■ EXERCISE OBJECTIVE ■
Show all the lines in the data below that include the word "Service".

■ PROVIDED DATA ■
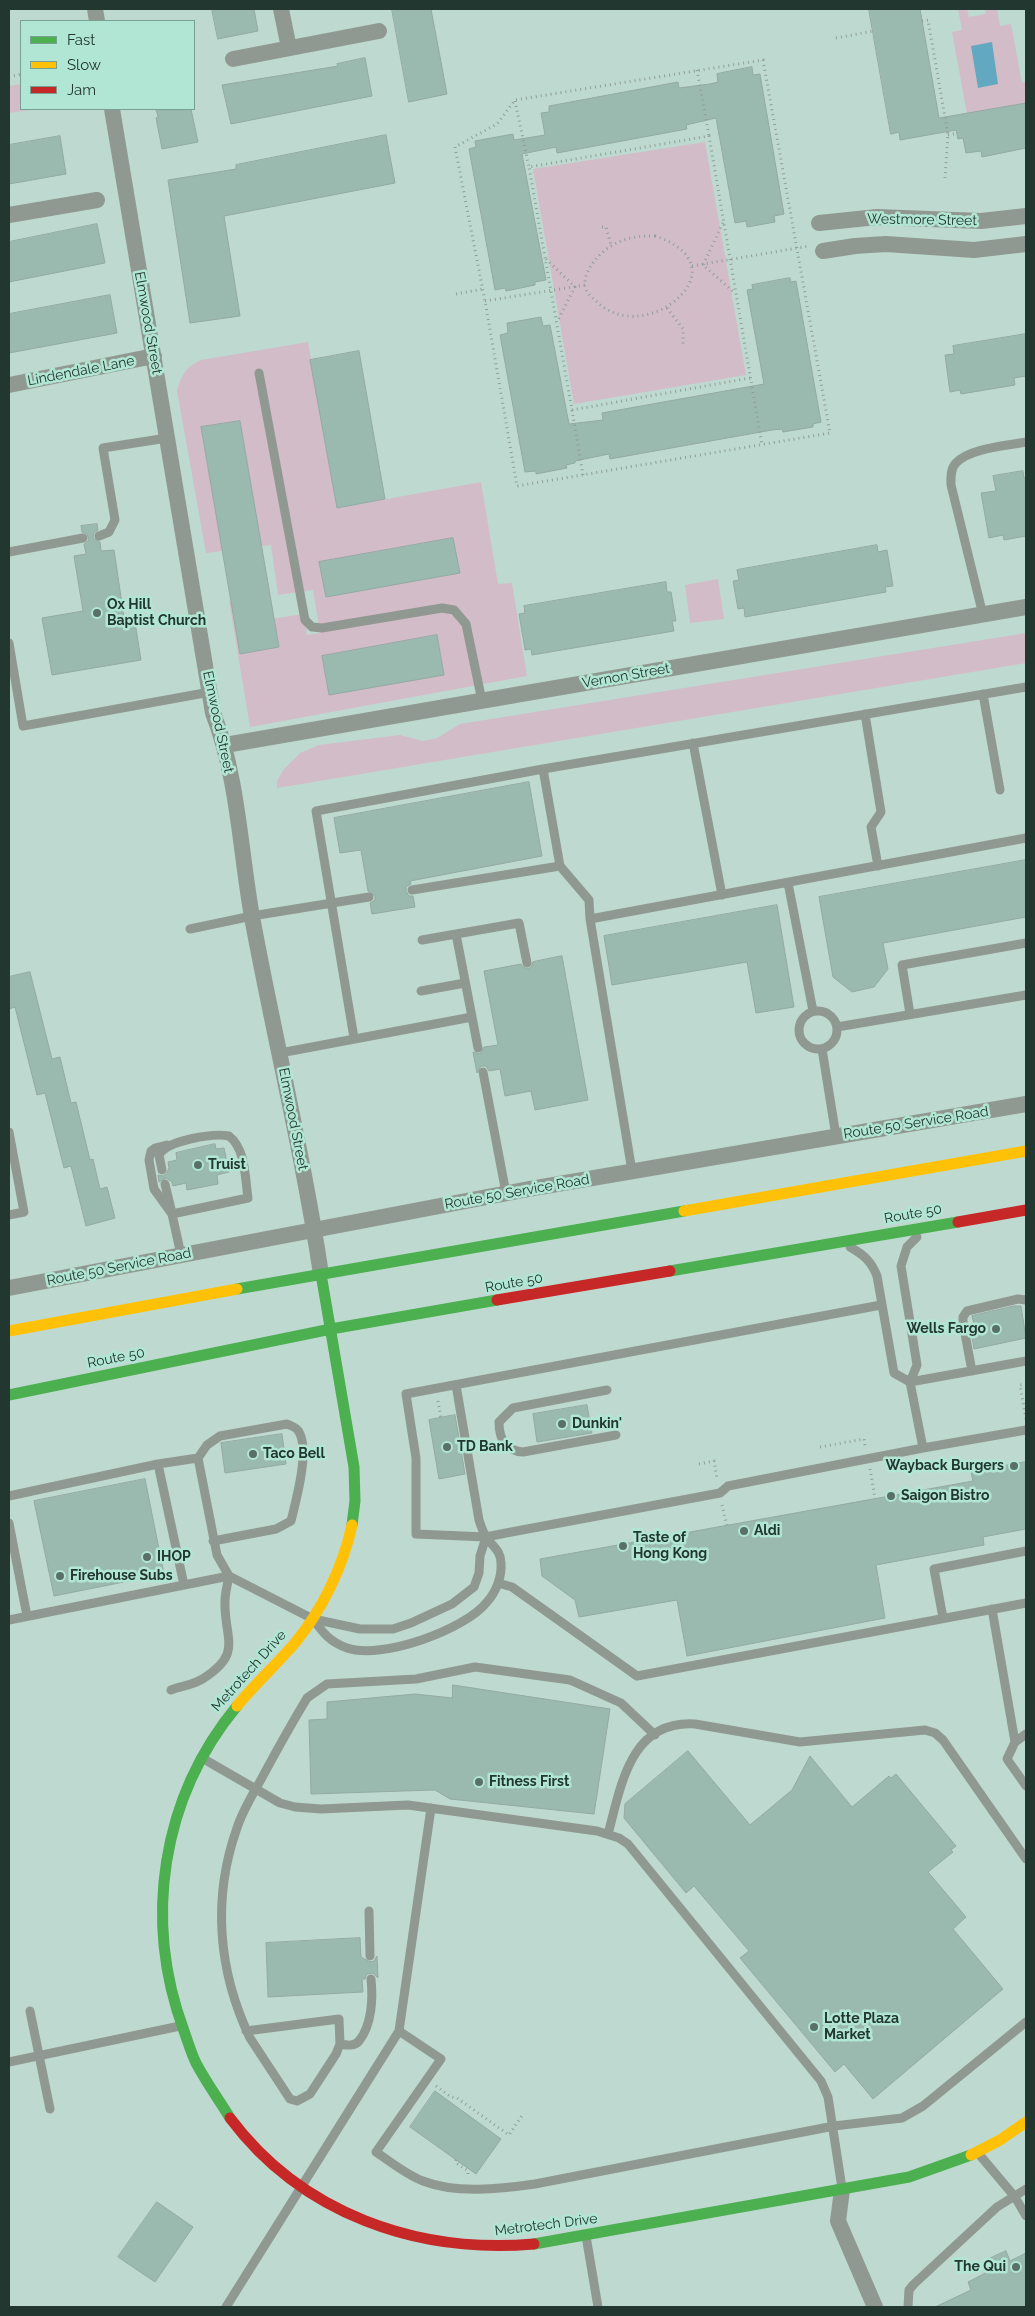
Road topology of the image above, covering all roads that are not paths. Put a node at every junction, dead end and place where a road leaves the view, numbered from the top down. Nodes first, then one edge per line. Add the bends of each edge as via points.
1 (281, 9) edge
2 (379, 32) dead end
3 (289, 48) junction
4 (233, 59) dead end
5 (112, 110) edge
6 (97, 200) dead end
7 (9, 215) edge
8 (1026, 216) edge
9 (819, 223) dead end
10 (1026, 244) edge
11 (820, 248) road end
12 (154, 356) junction
13 (259, 373) dead end
14 (9, 385) edge
15 (167, 438) junction
16 (1026, 442) edge
17 (99, 536) dead end
18 (83, 538) dead end
19 (9, 552) edge
20 (1026, 608) edge
21 (983, 615) junction
22 (9, 643) edge
23 (1026, 687) edge
24 (210, 692) junction
25 (983, 694) junction
26 (482, 701) junction
27 (864, 714) junction
28 (693, 743) junction
29 (225, 745) junction
30 (542, 769) junction
31 (1000, 790) dead end
32 (1026, 838) edge
33 (560, 866) junction
34 (878, 866) junction
35 (788, 883) junction
36 (412, 890) dead end
37 (722, 895) junction
38 (369, 897) dead end
39 (332, 903) junction
40 (252, 916) junction
41 (590, 919) junction
42 (190, 929) dead end
43 (456, 934) junction
44 (422, 940) dead end
45 (1026, 942) edge
46 (527, 963) dead end
47 (465, 983) junction
48 (421, 991) dead end
49 (1026, 995) edge
50 (814, 1011) junction
51 (910, 1014) junction
52 (472, 1017) junction
53 (837, 1027) junction
54 (354, 1038) junction
55 (478, 1048) dead end
56 (822, 1049) junction
57 (280, 1052) junction
58 (483, 1072) dead end
59 (1026, 1104) edge
60 (9, 1132) edge
61 (836, 1136) junction
62 (170, 1144) junction
63 (1026, 1151) edge
64 (162, 1170) dead end
65 (632, 1171) junction
66 (165, 1184) dead end
67 (506, 1193) junction
68 (1026, 1210) edge
69 (172, 1214) junction
70 (9, 1215) edge
71 (926, 1228) junction
72 (314, 1230) junction
73 (841, 1242) junction
74 (180, 1255) junction
75 (321, 1274) junction
76 (9, 1288) edge
77 (1026, 1300) edge
78 (881, 1305) junction
79 (331, 1329) junction
80 (9, 1331) edge
81 (1026, 1361) edge
82 (972, 1371) junction
83 (910, 1382) junction
84 (456, 1385) junction
85 (607, 1390) dead end
86 (9, 1395) edge
87 (1026, 1430) edge
88 (616, 1434) dead end
89 (923, 1448) junction
90 (198, 1458) junction
91 (158, 1464) junction
92 (9, 1496) edge
93 (9, 1523) edge
94 (486, 1537) junction
95 (213, 1541) junction
96 (1026, 1551) edge
97 (229, 1576) junction
98 (498, 1582) junction
99 (184, 1585) junction
100 (1026, 1603) edge
101 (992, 1609) junction
102 (27, 1616) junction
103 (943, 1618) junction
104 (313, 1619) junction
105 (9, 1620) edge
106 (170, 1690) dead end
107 (1026, 1734) edge
108 (655, 1735) junction
109 (1015, 1742) junction
110 (201, 1758) junction
111 (1026, 1786) edge
112 (256, 1789) junction
113 (431, 1808) junction
114 (608, 1834) junction
115 (1026, 1859) edge
116 (369, 1911) dead end
117 (370, 1956) dead end
118 (371, 1979) dead end
119 (30, 2010) dead end
120 (1026, 2022) edge
121 (180, 2026) junction
122 (246, 2031) junction
123 (399, 2031) junction
124 (340, 2044) junction
125 (40, 2056) junction
126 (9, 2062) edge
127 (50, 2109) dead end
128 (1026, 2122) edge
129 (834, 2126) junction
130 (977, 2152) junction
131 (301, 2186) junction
132 (842, 2190) junction
133 (1026, 2190) edge
134 (1015, 2197) junction
135 (1026, 2216) edge
136 (586, 2236) junction
137 (226, 2307) edge
138 (598, 2307) edge
139 (874, 2307) edge
140 (908, 2307) edge

1 - 3 street
2 - 3 street
3 - 4 street
5 - 12 street, Elmwood Street
6 - 7 street
8 - 9 street, Westmore Street via 980,221 877,216
10 - 11 street, Westmore Street via 974,250 886,244
12 - 14 street, Lindendale Lane
12 - 15 street, Elmwood Street
13 - 26 lane via 305,620 312,627 322,628 442,608 454,610 466,624
15 - 17 lane via 103,448 115,520 109,532
15 - 24 street, Elmwood Street
16 - 21 lane via 974,452 955,464 951,473 951,485
18 - 19 lane
20 - 21 street, Vernon Street
21 - 26 street, Vernon Street
22 - 24 lane via 23,726
23 - 25 lane
24 - 29 street, Elmwood Street via 213,713
25 - 27 lane
25 - 31 lane
26 - 29 street, Vernon Street
27 - 28 lane
27 - 34 lane via 881,812 871,827
28 - 30 lane
28 - 37 lane
29 - 40 street, Elmwood Street
30 - 33 lane
30 - 39 lane via 316,811
32 - 34 lane
33 - 36 lane
33 - 41 lane via 589,900
34 - 35 lane
35 - 37 lane
35 - 50 lane
37 - 41 lane
38 - 39 lane
39 - 40 lane
39 - 54 lane
40 - 42 lane
40 - 57 street, Elmwood Street
41 - 65 lane
43 - 44 lane
43 - 46 lane via 519,923
43 - 47 lane
45 - 51 lane via 902,965
47 - 48 lane
47 - 52 lane
49 - 51 lane
50 - 53 lane via 829,1014
50 - 56 lane via 800,1022 800,1036 809,1047
51 - 53 lane
52 - 54 lane
52 - 55 lane
53 - 56 lane via 831,1044
54 - 57 lane
56 - 61 lane
57 - 72 street, Elmwood Street
58 - 67 lane
59 - 61 street, Route 50 Service Road
60 - 70 lane via 24,1212
61 - 65 street, Route 50 Service Road
62 - 64 lane via 159,1155
62 - 69 lane via 151,1151 149,1160 154,1190
62 - 69 lane via 206,1136 229,1136 238,1144 248,1198
63 - 75 main road
65 - 67 street, Route 50 Service Road
66 - 69 lane
67 - 72 street, Route 50 Service Road
68 - 71 main road, Route 50
69 - 74 lane
71 - 73 main road, Route 50
71 - 83 lane via 907,1247 901,1266 917,1365
72 - 74 street, Route 50 Service Road
72 - 75 street, Elmwood Street
73 - 78 lane via 871,1262 877,1276
73 - 79 main road, Route 50
74 - 76 street, Route 50 Service Road
75 - 79 main road, Metrotech Drive
75 - 80 main road
77 - 82 lane via 967,1311 963,1323
78 - 83 lane via 894,1373
78 - 84 lane
79 - 86 main road, Route 50
79 - 104 main road, Metrotech Drive via 352,1456 354,1506 343,1557
81 - 82 lane
82 - 83 lane
83 - 89 lane
84 - 94 lane via 479,1520
84 - 94 lane via 406,1394 416,1458 416,1534
85 - 88 lane via 513,1408 499,1422 499,1432 513,1452
87 - 89 lane
89 - 94 lane via 728,1486 720,1493 696,1498
90 - 91 lane
90 - 95 lane
90 - 95 lane via 207,1445 220,1436 287,1424 295,1427 301,1437 304,1459 291,1520 276,1529
91 - 92 lane
91 - 99 lane
93 - 102 lane
94 - 98 lane via 499,1552 502,1562
94 - 104 lane via 474,1587 430,1616 392,1629 360,1629
95 - 97 lane via 216,1556
96 - 103 lane via 934,1568
97 - 99 lane
97 - 104 lane
97 - 106 lane via 225,1596 230,1636 227,1655 203,1679
98 - 103 lane via 512,1588 637,1676
98 - 104 lane via 488,1602 477,1612 444,1630 397,1648 362,1651 348,1648 328,1639
99 - 102 lane
100 - 101 lane
101 - 103 lane
101 - 109 lane
102 - 105 lane
104 - 110 main road, Metrotech Drive via 236,1706
107 - 109 lane
108 - 112 lane via 620,1703 570,1680 475,1667 416,1679 327,1684 307,1698
108 - 114 lane via 640,1746 626,1768
108 - 115 lane via 664,1727 680,1723 800,1742 925,1730 935,1733
109 - 111 lane via 1007,1759
110 - 112 lane
110 - 121 main road, Metrotech Drive via 176,1817 160,1895 162,1947
112 - 113 lane via 280,1803 295,1807 408,1805
112 - 122 lane via 237,1827 224,1871 221,1914 225,1966
113 - 114 lane
113 - 123 lane
114 - 129 lane via 628,1844 820,2081 828,2097
116 - 117 lane
118 - 124 lane via 367,2025 358,2042 350,2046
119 - 125 lane
120 - 129 lane via 923,2106 902,2118
121 - 125 lane
121 - 131 main road, Metrotech Drive via 202,2075 232,2122 272,2163
122 - 124 lane via 339,2019
122 - 124 lane via 278,2084 290,2099 297,2101 310,2094
123 - 129 lane via 441,2059 376,2152 422,2181 458,2188 535,2184
123 - 131 lane
125 - 126 lane
125 - 127 lane
128 - 130 main road, Metrotech Drive
129 - 132 lane
130 - 132 main road, Metrotech Drive via 928,2172
130 - 134 lane
131 - 136 main road, Metrotech Drive via 369,2223 426,2240 486,2247 546,2243
131 - 137 lane
132 - 136 main road, Metrotech Drive
132 - 139 street via 838,2221
133 - 134 lane
134 - 135 lane
134 - 140 lane via 997,2207 914,2284 907,2299
136 - 138 lane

■ TASK SOLUTION ■
59 - 61 street, Route 50 Service Road
61 - 65 street, Route 50 Service Road
65 - 67 street, Route 50 Service Road
67 - 72 street, Route 50 Service Road
72 - 74 street, Route 50 Service Road
74 - 76 street, Route 50 Service Road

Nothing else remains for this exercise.